I think it’s the trade-off from building an infrastructure company, and the time to get to market, that is the real challenge.
As an early-stage CTO, one of my jobs is not just to pontificate endlessly about what we’re doing. My job is to actually build something of value for people. It was an interesting challenge because, on the one hand, I’m thinking, “Is this business going to work?” Do we even know that we’ve got anything here, beyond an MVP? On the other hand, you’re thinking, “Okay. Well, I need to build this with scale in mind. What happens if we get a big customer?”

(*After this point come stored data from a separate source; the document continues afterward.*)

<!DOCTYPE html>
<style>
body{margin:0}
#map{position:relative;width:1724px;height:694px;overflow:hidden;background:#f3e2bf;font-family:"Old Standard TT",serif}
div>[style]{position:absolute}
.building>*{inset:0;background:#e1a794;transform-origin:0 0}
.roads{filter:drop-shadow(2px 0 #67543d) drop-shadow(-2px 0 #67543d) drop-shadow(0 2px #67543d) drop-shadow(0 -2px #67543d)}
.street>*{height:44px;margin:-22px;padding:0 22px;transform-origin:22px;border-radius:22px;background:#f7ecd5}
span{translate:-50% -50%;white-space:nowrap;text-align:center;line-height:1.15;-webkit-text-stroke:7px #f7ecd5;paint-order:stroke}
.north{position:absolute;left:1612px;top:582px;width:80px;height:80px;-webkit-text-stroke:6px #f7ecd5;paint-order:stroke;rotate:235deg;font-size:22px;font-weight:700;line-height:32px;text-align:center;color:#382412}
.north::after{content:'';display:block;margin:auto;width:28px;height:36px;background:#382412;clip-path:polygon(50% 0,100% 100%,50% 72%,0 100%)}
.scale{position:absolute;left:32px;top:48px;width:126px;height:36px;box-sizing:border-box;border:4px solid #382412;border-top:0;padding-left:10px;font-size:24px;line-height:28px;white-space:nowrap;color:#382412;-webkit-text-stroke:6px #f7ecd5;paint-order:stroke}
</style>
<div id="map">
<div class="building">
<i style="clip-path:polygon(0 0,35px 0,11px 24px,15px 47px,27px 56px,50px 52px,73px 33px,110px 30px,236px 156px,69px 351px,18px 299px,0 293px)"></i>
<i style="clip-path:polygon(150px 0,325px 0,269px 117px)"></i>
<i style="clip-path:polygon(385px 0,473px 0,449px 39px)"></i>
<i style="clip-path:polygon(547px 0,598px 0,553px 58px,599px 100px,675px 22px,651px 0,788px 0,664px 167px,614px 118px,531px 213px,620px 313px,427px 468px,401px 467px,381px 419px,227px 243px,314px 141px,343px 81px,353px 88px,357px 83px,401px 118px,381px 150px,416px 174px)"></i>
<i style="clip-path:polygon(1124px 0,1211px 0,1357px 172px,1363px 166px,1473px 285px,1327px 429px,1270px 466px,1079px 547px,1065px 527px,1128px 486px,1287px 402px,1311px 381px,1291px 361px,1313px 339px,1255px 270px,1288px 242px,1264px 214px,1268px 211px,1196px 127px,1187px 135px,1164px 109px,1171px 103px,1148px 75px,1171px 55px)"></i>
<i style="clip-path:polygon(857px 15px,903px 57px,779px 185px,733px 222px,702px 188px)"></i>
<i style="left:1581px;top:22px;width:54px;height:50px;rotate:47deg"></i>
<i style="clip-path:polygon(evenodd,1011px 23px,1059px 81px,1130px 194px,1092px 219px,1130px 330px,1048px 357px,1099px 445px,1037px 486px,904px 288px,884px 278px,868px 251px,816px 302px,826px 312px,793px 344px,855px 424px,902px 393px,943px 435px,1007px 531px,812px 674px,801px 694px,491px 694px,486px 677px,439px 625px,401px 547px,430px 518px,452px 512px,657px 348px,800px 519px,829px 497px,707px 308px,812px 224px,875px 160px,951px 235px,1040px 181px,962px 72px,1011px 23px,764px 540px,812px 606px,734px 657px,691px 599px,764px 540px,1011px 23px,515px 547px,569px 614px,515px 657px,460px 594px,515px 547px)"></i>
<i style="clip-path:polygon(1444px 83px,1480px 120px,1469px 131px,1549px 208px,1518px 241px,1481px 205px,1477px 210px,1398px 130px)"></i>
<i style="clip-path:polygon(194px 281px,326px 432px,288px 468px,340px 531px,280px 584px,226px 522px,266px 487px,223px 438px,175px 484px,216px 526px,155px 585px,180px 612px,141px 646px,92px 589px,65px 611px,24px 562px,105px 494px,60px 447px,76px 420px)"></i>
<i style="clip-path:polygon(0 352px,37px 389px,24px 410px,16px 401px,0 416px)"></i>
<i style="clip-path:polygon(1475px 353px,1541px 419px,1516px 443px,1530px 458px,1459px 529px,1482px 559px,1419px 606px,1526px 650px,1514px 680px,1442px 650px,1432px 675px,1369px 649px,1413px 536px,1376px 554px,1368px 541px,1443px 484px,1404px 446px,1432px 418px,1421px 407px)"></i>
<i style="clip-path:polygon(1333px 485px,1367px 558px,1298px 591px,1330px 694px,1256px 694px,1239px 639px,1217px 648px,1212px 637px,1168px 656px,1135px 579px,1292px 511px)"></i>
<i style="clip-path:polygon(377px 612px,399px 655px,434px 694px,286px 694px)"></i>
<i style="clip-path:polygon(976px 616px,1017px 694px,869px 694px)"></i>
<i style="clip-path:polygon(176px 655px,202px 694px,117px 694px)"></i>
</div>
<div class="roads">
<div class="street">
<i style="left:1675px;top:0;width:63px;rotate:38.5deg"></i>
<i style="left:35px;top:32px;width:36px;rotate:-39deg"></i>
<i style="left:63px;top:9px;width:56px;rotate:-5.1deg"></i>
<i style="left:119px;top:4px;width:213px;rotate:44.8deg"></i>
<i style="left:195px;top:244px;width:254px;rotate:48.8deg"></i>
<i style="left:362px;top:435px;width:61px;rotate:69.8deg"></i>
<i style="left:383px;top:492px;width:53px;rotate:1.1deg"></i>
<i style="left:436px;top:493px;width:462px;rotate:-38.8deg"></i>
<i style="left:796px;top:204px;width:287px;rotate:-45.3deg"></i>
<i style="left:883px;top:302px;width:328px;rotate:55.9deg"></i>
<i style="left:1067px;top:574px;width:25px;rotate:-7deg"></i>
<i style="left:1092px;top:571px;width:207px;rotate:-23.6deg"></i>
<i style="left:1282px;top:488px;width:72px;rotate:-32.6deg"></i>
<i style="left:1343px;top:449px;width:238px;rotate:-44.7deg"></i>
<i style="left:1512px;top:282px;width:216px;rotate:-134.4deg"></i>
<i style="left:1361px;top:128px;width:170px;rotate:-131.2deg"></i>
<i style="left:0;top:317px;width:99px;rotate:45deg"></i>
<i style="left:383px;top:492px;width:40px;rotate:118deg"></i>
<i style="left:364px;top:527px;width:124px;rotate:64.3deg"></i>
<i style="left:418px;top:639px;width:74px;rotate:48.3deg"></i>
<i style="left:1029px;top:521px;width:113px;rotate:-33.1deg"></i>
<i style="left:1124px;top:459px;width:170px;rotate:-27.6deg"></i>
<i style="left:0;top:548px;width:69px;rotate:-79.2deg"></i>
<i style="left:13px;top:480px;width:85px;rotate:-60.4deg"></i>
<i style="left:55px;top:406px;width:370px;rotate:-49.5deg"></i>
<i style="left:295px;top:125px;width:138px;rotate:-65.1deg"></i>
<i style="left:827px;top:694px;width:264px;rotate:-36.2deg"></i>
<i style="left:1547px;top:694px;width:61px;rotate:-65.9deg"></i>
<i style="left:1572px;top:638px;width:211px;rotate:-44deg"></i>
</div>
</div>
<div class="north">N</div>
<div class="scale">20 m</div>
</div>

That was an interesting balance of using Kubernetes and about using Terraform for all our infrastructure so we’re ready for our SOC 2 requirements. How do we architect this service, and make it good enough, so that we can get to the next inflection point in scaling? Understanding what that point is by load testing, and getting a good understanding of the system at large. That’s good enough for now, but how do we hire smart people as soon as we get to the next point and then keep scaling?
This has been a hard problem to balance, because your instinct as an engineer, and as an engineering leader, is “we should do really cool things, and make this really complex”, but I’ve tried to keep it as simple as possible. We’ve tried to build something that works from the beginning and delivers value.
What is the most interesting tech tool you are playing around with at the moment?
I think a lot about databases at the moment. When you’re building anything at scale, you face problems like sharding, and horizontally scaling.
One company I’ve been really paying attention to recently is PlanetScale. They do a fantastic job on the developer marketing side, and it is a super interesting project. How do you run a database and shard it without bringing all of that logic into the application?
That’s really interesting, but in the spirit of doing things that we’ve done before, we’re using Aurora Postgres specifically because I had a really good experience with it at Frame.io. We were very early adopters. The block storage engine they have allows you to scale, but you can’t run a single database forever. Which is why I’m considering alternatives that aren’t Postgres, and why I’ve been playing with PlanetScale
Describe your computer hardware setup
Describe your computer software setup
IDE: VS Code
Source control: GitHub.
Describe your desk setup
I’m on the road, so it’s basically a laptop stand. I got one of those very small collapsible laptop stands that I can put in my backpack, then I carry my split keyboard, and my mouse, and that’s my entire desk setup now.
I’m doing a live-work-travel thing (don’t call it nomading), right now. It’s a nice perk of running a remote team that I can be anywhere.
Daytime or nighttime? Daytime.
Tea or coffee? Coffee.
Silence or music? Music.
What non-tech activities do you like to do?
This is one of those “Do I have a life?” questions. Honestly, my favorite thing to do is hang out in dive bars with my friends. Dive bars in the US are awesome. I love to drink a rubbish beer, like a Miller High Life, sit there, in a bad bar that’s badly lit, and just hang out. Beyond that, I cycle, and play Squash, because I have to keep my British thing going. I’ve also enjoyed dining out more since I started traveling.